CROs and CISOs are adopting practical strategies, such as CRQ, to embed a stronger culture of security within financial services.


In brief

  • For the third consecutive year, cybersecurity remains the leading risk for financial sector CROs.
  • Mature cybersecurity approaches can unlock significant business value, transforming cyber risk from a threat to a strategic advantage.
  • Strengthening the collaboration between CROs and CISOs is crucial for translating cyber risk into business terms, and integrating cybersecurity into daily operations.

For the third year running, cybersecurity tops the list of risks weighing on financial sector CROs, outpacing its nearest challenger by an impressive 37 percentage points.

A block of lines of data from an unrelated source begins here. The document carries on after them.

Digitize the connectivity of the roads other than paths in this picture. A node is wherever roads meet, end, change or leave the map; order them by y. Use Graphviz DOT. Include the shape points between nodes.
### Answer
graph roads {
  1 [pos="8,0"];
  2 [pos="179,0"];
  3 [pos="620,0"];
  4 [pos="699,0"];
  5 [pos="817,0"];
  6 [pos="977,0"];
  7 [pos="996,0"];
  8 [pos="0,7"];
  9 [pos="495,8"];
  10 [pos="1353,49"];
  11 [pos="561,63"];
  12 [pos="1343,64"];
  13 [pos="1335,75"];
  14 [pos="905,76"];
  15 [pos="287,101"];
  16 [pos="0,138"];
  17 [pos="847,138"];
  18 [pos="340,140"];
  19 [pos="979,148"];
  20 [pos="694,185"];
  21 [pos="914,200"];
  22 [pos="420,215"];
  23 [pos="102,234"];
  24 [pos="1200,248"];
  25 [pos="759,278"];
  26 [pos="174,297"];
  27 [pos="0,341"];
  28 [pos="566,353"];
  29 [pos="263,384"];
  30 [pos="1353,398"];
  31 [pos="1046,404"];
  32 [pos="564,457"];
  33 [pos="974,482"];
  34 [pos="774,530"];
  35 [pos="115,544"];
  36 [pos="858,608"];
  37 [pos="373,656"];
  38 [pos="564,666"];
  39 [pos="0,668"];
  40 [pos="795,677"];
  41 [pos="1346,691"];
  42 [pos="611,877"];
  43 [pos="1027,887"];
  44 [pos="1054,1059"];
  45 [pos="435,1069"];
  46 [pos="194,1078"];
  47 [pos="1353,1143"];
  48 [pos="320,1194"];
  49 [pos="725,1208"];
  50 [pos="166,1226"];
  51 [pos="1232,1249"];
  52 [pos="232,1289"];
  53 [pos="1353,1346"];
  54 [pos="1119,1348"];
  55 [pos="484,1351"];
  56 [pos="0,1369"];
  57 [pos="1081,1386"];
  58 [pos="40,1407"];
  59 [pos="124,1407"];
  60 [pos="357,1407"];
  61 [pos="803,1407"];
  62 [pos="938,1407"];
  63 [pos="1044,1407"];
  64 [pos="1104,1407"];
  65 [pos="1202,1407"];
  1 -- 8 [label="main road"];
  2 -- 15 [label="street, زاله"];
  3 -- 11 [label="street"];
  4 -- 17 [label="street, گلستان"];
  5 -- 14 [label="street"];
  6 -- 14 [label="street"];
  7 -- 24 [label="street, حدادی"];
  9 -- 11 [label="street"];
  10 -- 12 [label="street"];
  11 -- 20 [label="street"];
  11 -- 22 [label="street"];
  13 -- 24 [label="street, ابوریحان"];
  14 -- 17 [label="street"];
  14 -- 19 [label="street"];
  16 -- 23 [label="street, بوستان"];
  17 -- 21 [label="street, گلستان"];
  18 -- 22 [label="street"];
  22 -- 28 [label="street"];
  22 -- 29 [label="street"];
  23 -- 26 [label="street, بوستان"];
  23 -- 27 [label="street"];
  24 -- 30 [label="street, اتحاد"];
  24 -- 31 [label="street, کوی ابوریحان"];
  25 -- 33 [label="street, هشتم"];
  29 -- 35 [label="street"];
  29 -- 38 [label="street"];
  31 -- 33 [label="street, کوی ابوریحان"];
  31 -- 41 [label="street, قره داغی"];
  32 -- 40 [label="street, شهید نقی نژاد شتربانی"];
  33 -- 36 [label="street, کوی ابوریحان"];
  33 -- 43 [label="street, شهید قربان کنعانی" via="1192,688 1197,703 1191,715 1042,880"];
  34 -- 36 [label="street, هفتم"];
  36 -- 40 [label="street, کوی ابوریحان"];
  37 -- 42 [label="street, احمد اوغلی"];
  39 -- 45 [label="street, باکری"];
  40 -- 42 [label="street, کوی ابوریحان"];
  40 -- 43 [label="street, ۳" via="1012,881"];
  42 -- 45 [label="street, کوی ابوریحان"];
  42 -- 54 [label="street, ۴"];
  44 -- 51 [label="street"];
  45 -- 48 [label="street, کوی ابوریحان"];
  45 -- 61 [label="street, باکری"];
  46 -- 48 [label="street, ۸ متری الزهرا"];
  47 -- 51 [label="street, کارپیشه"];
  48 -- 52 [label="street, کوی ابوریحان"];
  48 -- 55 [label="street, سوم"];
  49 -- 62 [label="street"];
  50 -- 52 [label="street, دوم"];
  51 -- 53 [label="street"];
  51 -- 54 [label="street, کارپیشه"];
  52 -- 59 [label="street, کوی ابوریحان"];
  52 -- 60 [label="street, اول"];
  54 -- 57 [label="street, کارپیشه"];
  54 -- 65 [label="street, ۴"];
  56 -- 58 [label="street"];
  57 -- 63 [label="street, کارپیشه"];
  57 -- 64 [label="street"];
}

What is driving this ranking so consistently? Partly it’s down to cyber’s rapidly evolving nature. Emerging technologies such as GenAI and quantum computing make it harder than ever to feel confident that the risk is mitigated.

Cybersecurity is also deeply interlinked with wider business risk. From regulation to resilience to geopolitics, cyber is adding new dimensions to known threats.

Even so, it’s not all downside. Our latest Cybersecurity Leadership Insights Study found that mature cybersecurity approaches unlock genuine business value (a median of US$36m’s worth, to be precise).

So the question is: how should CROs and business leaders respond to ensure their organisations are not just protected, but positioned to thrive?

1. See the full risk picture

Cybersecurity is a risk in its own right, but must also be understood in the context of almost every other risk financial institutions face. These include:

  • Geopolitical risk: as part of critical national infrastructure, FIs are prime targets for nation state actors.
  • Brand risk: trust is critical when customers’ money is at stake. As AI-powered scams develop, FIs are increasingly held accountable for customers’ security, not just their own. 
  • Operational resilience: attacks such as ransomware can disrupt availability, leaving customers unable to access funds or services.
  • Business agility: failure to adopt a ‘secure by design’ approach can impact velocity of technology adoption and product launches.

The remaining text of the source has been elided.